The Solar Futures Study also emphasizes the potential of “solar-pollinator habitats,” which are intended to combine solar panels with pollinator-friendly native plants, ultimately bolstering crop yields while simultaneously producing cleaner energy.
Christensen-Lewis, who already plants wildflowers on her organic farm to encourage pollinators, has her doubts about those habitats as well.
“We always say that when a solar company comes in and puts in their pollinator habitat, it’s three years away from becoming a patch of weeds, and then they’re going to have to use Roundup,” she said. “It’s just a label—it’s just a selling point—and not necessarily a very good one.”

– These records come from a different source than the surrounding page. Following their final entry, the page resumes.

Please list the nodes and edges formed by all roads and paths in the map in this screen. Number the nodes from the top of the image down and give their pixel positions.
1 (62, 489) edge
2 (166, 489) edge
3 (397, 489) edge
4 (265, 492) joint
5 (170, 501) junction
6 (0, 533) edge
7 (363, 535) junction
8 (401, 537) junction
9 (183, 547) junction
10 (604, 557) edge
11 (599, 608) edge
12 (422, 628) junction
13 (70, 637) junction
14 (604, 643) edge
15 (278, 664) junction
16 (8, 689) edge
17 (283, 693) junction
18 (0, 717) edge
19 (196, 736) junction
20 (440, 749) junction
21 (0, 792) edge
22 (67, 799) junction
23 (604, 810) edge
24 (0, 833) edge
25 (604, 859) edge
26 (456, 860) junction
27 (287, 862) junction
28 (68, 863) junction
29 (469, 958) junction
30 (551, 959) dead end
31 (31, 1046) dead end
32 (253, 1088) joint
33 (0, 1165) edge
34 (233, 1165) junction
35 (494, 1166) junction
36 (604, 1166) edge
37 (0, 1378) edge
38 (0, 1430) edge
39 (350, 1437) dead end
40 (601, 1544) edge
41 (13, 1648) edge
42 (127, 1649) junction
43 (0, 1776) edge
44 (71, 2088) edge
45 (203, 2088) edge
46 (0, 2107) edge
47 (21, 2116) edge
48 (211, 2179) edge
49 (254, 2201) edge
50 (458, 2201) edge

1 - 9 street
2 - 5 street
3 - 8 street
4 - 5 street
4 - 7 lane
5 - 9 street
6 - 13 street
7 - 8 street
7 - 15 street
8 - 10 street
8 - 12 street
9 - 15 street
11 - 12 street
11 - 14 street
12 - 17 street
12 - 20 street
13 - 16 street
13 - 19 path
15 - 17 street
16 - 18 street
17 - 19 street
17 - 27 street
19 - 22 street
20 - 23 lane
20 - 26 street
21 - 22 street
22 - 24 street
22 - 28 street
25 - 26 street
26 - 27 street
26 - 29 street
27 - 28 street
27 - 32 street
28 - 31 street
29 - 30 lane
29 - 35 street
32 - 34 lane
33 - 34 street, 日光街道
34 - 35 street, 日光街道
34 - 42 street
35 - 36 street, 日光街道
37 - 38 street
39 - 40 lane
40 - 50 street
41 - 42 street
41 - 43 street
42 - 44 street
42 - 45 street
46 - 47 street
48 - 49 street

The Maryland Department of the Environment ruled that Great Bay Solar I, LLC’s solar plant construction sites in Princess Anne, Maryland, violated multiple titles of the state’s environmental law. The department found that Great Bay Solar had disturbed nontidal wetlands at multiple sites, reaching a settlement whereby the company paid the department a $400,000 civil penalty.
Despite these victories, the outlook for many farmers facing pressure from major solar companies remains uncertain.
Caywood, of Caywood Farms in Casa Grande, worries her fourth-generation farm could become “an island” surrounded by utility-scale solar.
“They’re putting it [solar] out here in the rural areas, on our farmland, and in our forests,” Christensen-Lewis said. “That’s land that we see major other purposes for—for feeding people, for making sure that we have environmental protections in place.”